Peacekeeping is shrinking as the world’s conflicts remain severe
The number of military personnel serving in peacekeeping operations around the world fell to its lowest level in at least 25 years in 2025, according to new research from the Stockholm International Peace Research Institute. By the end of December, 78,633 international personnel were deployed for peace operations, down 17% from a year earlier and 49% below the level recorded at the end of 2016.
The figures point to a steep contraction in one of the core instruments of multilateral conflict management. SIPRI argues that the decline is being driven not by a reduction in need, but by a combination of delayed funding, geopolitical fragmentation and weakening support for international institutions.
That combination, the institute warns, could have direct consequences for civilians if peace operations continue to lose scale and political backing.
A funding crisis at the center of the decline
SIPRI says the cuts in deployed personnel were mainly caused by a funding crisis at the United Nations, triggered by delayed or unpaid contributions from major donors. That shortfall forced abrupt spending reductions and personnel cuts across several major operations.
At the start of July 2025, the UN peacekeeping budget faced a $2 billion shortfall, according to the report. The budget approved by the UN General Assembly for the 2025-2026 period was cut to $5.38 billion, described by SIPRI as the lowest in at least a decade.
Budget numbers can sound abstract, but in peacekeeping they translate quickly into troop levels, mission reach and the ability to sustain logistics, protection and monitoring activities in fragile settings. When personnel numbers fall sharply, the practical effect is fewer people on the ground to observe ceasefires, support stabilization or help protect civilians.
More missions, less capacity
The United Nations remained the main organizer of multinational peacekeeping operations in 2025, accounting for 18 operations and 67% of deployed personnel. Even so, most peacekeeping efforts by count were led by regional organizations and alliances, which together accounted for 34 operations.
That split reveals an important structural issue. The UN still carries most of the personnel burden, but a wider ecosystem of regional missions is increasingly important in practice. SIPRI researchers argue those regional organizations often lack key capabilities for integrated peacebuilding and face their own funding problems and internal disagreements.
If UN missions are shrinking while regional actors remain under-resourced, the result is not a simple transfer of responsibility. It can mean an overall loss of effective conflict-management capacity.
Geopolitics is undermining multilateralism
SIPRI’s report ties the peacekeeping decline to a broader deterioration in support for multilateral institutions. Researchers say Russia’s involvement in conflicts in Africa is hurting security governance there. They also argue that the United States under President Donald Trump has been undermining multilateralism, while China and Europe are either unwilling or unable to take on the task of sustaining the system.
The report specifically says the United States took significant action in 2025 to withdraw from, defund or challenge various UN bodies. That included efforts to end UN peacekeeping operations such as the UN Interim Force in Lebanon, or UNIFIL.

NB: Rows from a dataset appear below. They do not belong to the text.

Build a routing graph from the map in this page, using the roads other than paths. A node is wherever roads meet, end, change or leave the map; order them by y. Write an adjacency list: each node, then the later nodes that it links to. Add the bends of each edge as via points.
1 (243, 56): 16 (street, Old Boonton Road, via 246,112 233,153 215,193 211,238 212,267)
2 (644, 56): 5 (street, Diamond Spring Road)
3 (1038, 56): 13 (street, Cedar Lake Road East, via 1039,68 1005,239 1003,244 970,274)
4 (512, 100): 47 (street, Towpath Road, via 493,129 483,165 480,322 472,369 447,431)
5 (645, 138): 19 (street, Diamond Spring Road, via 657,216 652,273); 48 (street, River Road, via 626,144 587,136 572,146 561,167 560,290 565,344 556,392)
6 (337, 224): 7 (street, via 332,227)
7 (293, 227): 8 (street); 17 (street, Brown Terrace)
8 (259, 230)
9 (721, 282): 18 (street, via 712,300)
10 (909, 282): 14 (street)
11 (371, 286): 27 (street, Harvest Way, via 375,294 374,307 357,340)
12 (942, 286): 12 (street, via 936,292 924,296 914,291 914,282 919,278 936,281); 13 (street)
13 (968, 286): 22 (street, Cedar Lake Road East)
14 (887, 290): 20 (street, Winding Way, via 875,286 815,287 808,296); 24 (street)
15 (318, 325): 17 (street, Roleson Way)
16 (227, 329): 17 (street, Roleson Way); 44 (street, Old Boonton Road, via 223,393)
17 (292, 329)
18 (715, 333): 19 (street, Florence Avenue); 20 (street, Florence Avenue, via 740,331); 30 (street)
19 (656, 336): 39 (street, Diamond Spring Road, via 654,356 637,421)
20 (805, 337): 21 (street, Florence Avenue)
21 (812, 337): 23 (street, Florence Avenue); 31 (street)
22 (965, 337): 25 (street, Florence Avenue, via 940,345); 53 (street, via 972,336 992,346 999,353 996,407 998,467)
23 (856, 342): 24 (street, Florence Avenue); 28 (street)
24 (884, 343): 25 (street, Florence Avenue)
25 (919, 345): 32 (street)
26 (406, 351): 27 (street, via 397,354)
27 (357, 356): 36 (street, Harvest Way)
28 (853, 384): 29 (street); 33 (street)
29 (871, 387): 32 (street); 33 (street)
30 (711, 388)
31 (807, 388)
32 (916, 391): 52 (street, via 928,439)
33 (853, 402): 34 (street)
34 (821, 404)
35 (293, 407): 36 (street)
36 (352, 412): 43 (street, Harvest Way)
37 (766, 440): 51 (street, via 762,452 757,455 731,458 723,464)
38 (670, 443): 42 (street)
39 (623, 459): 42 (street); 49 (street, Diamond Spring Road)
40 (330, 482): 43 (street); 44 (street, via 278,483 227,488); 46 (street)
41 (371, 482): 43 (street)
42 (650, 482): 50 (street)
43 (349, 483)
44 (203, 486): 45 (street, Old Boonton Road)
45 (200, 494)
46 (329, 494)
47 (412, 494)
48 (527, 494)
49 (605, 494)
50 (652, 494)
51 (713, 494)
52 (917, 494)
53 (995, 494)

These political pressures matter because peacekeeping depends on more than troop commitments. It depends on a shared willingness among major powers to fund missions, authorize mandates and accept institutions that are never politically neutral but are meant to operate as collective tools.
Why SIPRI sees more than a budget problem
Jaïr van der Lijn, director of SIPRI’s peace operations and conflict management program, warned that if current trends continue, multilateral conflict management could be dramatically weakened and institutions such as the United Nations could be nearly sidelined by a “perfect storm” of funding, political and geopolitical factors.

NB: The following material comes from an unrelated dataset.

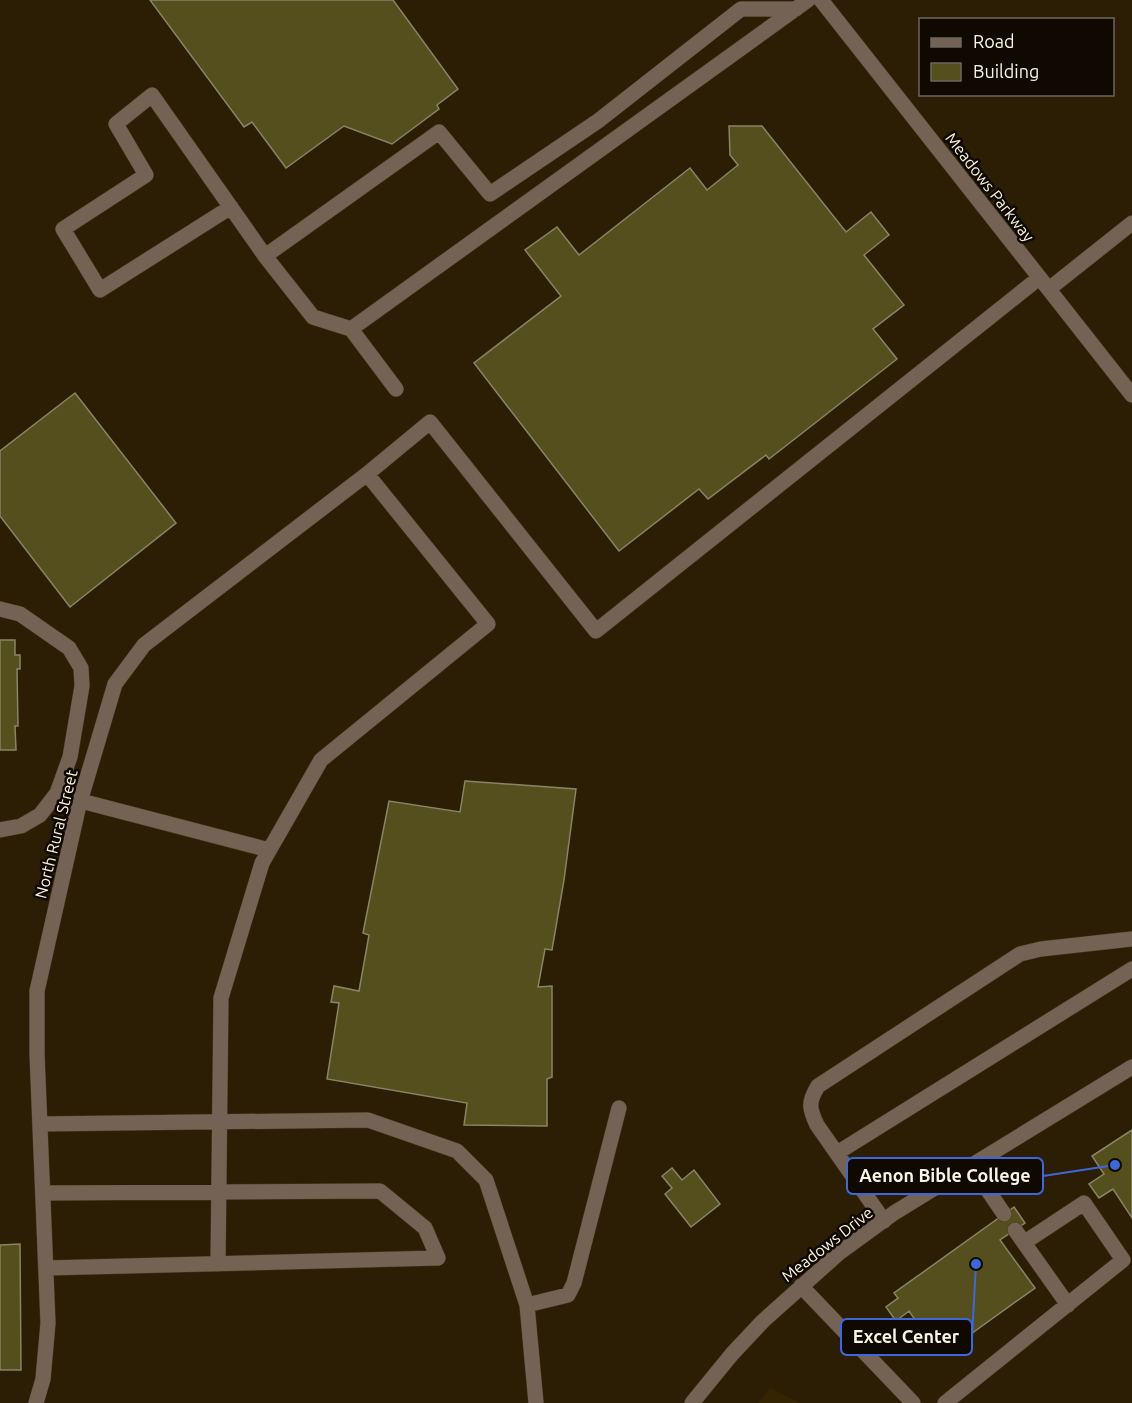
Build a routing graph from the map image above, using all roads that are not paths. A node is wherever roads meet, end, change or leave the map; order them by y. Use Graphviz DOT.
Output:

He also warned that the likely result would be more conflicts and graver impacts on civilians as states abandon long-established norms. That framing shows SIPRI sees the current contraction as systemic rather than cyclical. This is not merely a temporary accounting issue. It is a test of whether major states still want multilateral peace operations to function at meaningful scale.
Senior researcher Claudia Pfeifer Cruz added that regional organizations are themselves constrained by funding shortfalls and by an inability to reach agreement, leaving them poorly positioned to replace lost UN capacity on their own.
The bigger significance of the 2025 numbers
The end-of-year total of 78,633 deployed personnel is important because it crystallizes a longer decline. A near-halving since 2016 suggests peacekeeping is not experiencing a modest correction but a deep reset. The world is entering a period in which conflict-management demand may remain high even as the institutional machinery designed to address it is being pared back.
That creates a dangerous mismatch. Peace operations have always been imperfect, politically contested and uneven in effectiveness. But SIPRI’s data suggests the alternative now taking shape is not a better model waiting in the wings. It is less money, fewer people and weaker shared commitment.
If that trajectory continues, the implications will extend well beyond mission rosters and budget resolutions. They will be felt in the places where peacekeeping forces are no longer present in former numbers, and where civilians may face violence with fewer international buffers than before.